Task goal:
List, from the lines below, each one with "Extract" in it.

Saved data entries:
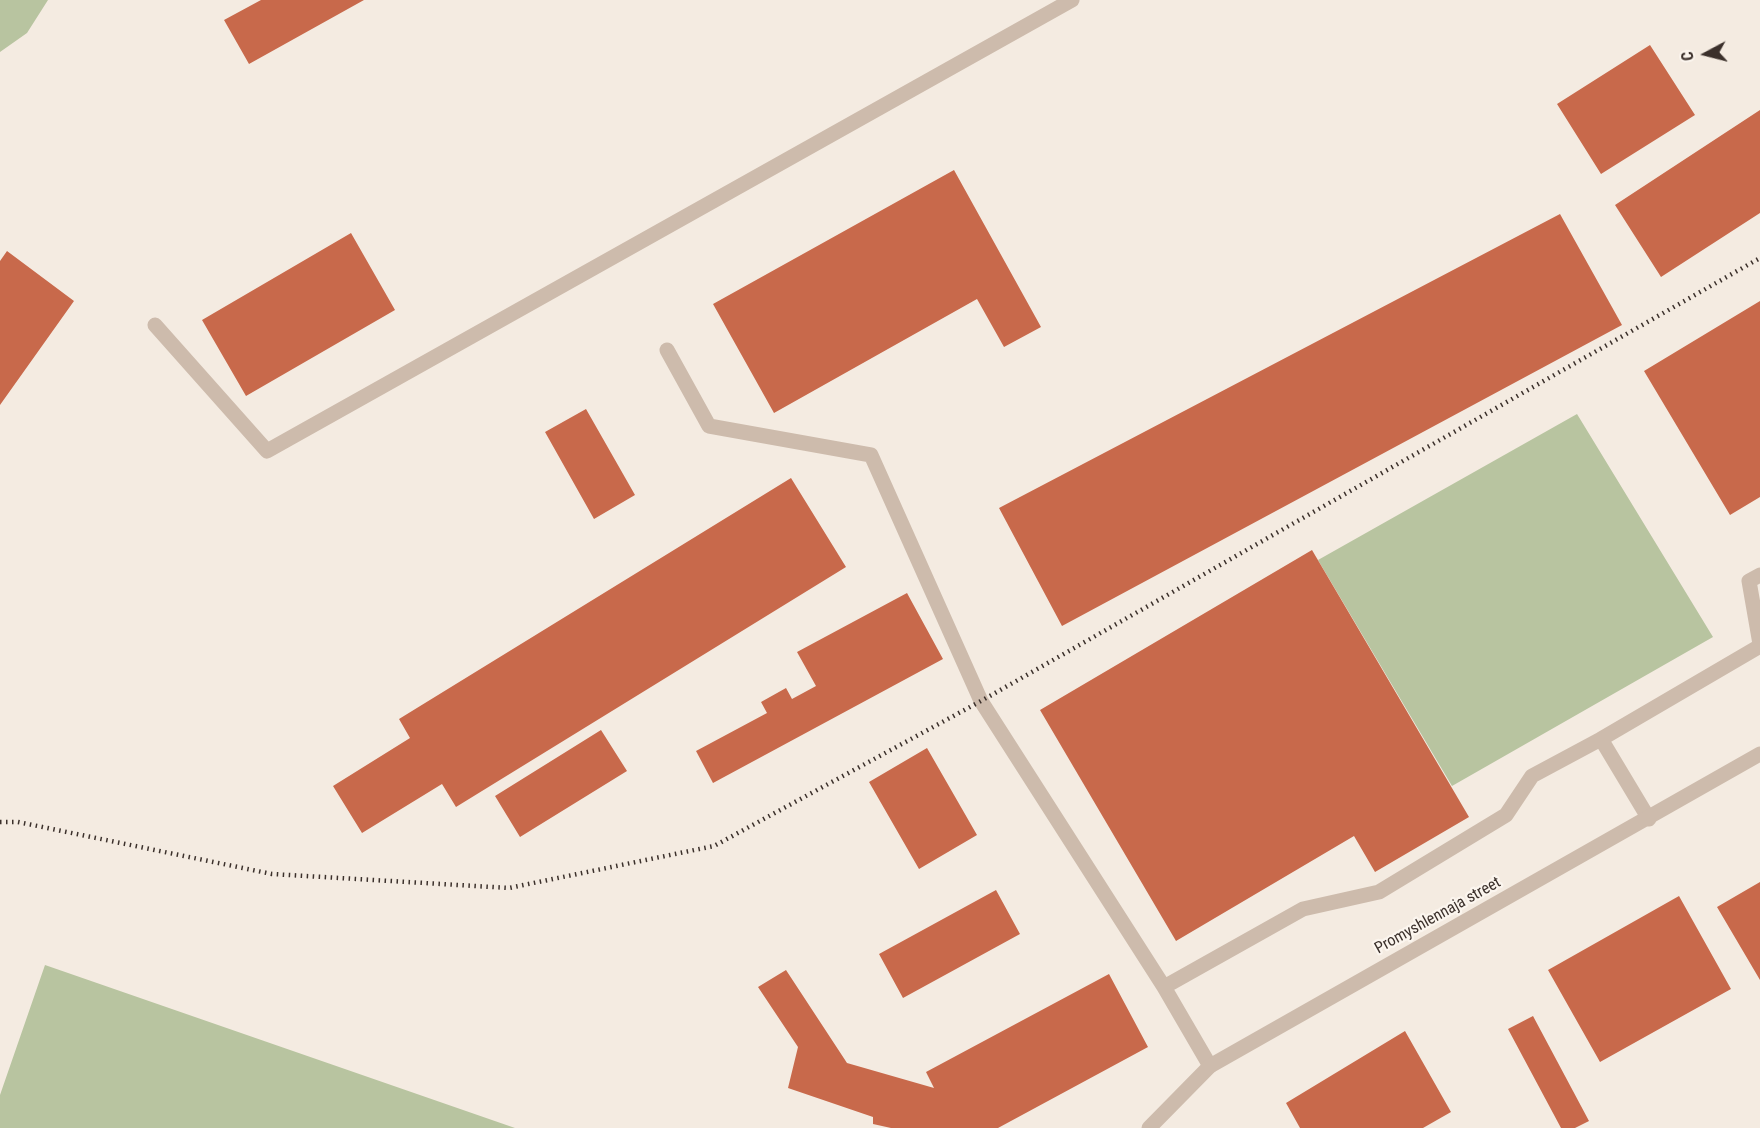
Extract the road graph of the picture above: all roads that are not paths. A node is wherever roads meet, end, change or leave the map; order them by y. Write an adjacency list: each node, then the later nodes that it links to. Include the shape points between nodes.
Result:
1 (1072, 0): 2 (street, via 267,451)
2 (155, 325)
3 (667, 350): 9 (street, via 709,426 871,455 981,701)
4 (1760, 575): 5 (street, via 1749,581)
5 (1760, 645): 6 (street)
6 (1601, 739): 8 (street); 9 (street, via 1532,776 1506,815 1379,892 1303,909)
7 (1760, 754): 8 (street, Promyshlennaja street)
8 (1649, 819): 10 (street, Promyshlennaja street)
9 (1164, 987): 10 (street)
10 (1210, 1066): 11 (street, Promyshlennaja street)
11 (1149, 1128)

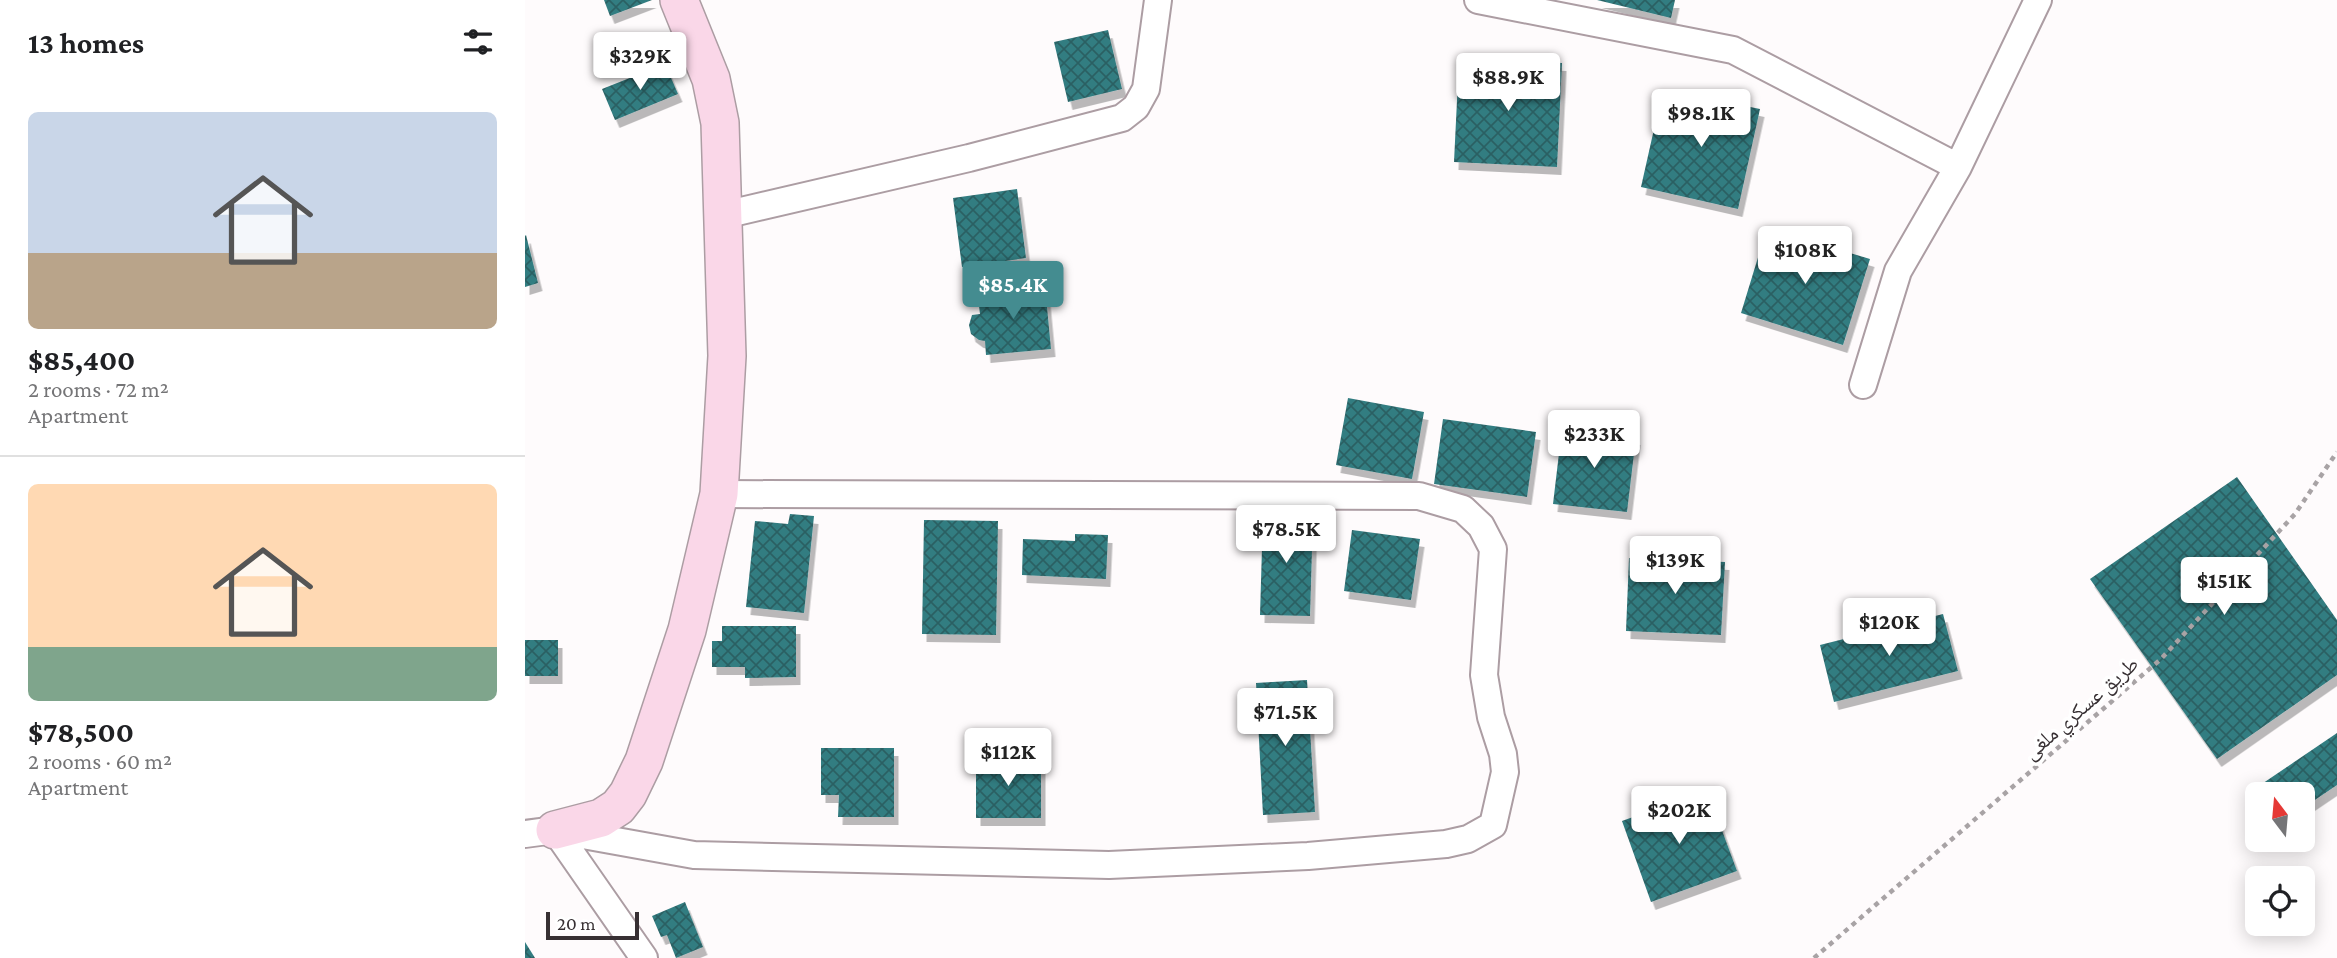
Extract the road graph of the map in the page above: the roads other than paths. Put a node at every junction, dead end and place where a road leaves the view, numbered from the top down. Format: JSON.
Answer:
{"nodes":[{"id":1,"x":678,"y":0,"type":"edge"},
{"id":2,"x":1158,"y":0,"type":"edge"},
{"id":3,"x":1478,"y":0,"type":"edge"},
{"id":4,"x":2038,"y":0,"type":"edge"},
{"id":5,"x":1958,"y":167,"type":"junction"},
{"id":6,"x":724,"y":215,"type":"junction"},
{"id":7,"x":1863,"y":385,"type":"dead end"},
{"id":8,"x":719,"y":494,"type":"junction"},
{"id":9,"x":540,"y":832,"type":"edge"},
{"id":10,"x":644,"y":958,"type":"edge"}],
"edges":[{"from":1,"to":6,"type":"street"},
{"from":2,"to":6,"type":"street"},
{"from":3,"to":5,"type":"street"},
{"from":4,"to":5,"type":"street"},
{"from":5,"to":7,"type":"street"},
{"from":6,"to":8,"type":"street"},
{"from":8,"to":9,"type":"street"},
{"from":8,"to":9,"type":"street"},
{"from":9,"to":10,"type":"street"}]}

Written solution:
Extract the road graph of the picture above: all roads that are not paths. A node is wherever roads meet, end, change or leave the map; order them by y. Write an adjacency list: each node, then the later nodes that it links to. Include the shape points between nodes.
Extract the road graph of the map in the page above: the roads other than paths. Put a node at every junction, dead end and place where a road leaves the view, numbered from the top down. Format: JSON.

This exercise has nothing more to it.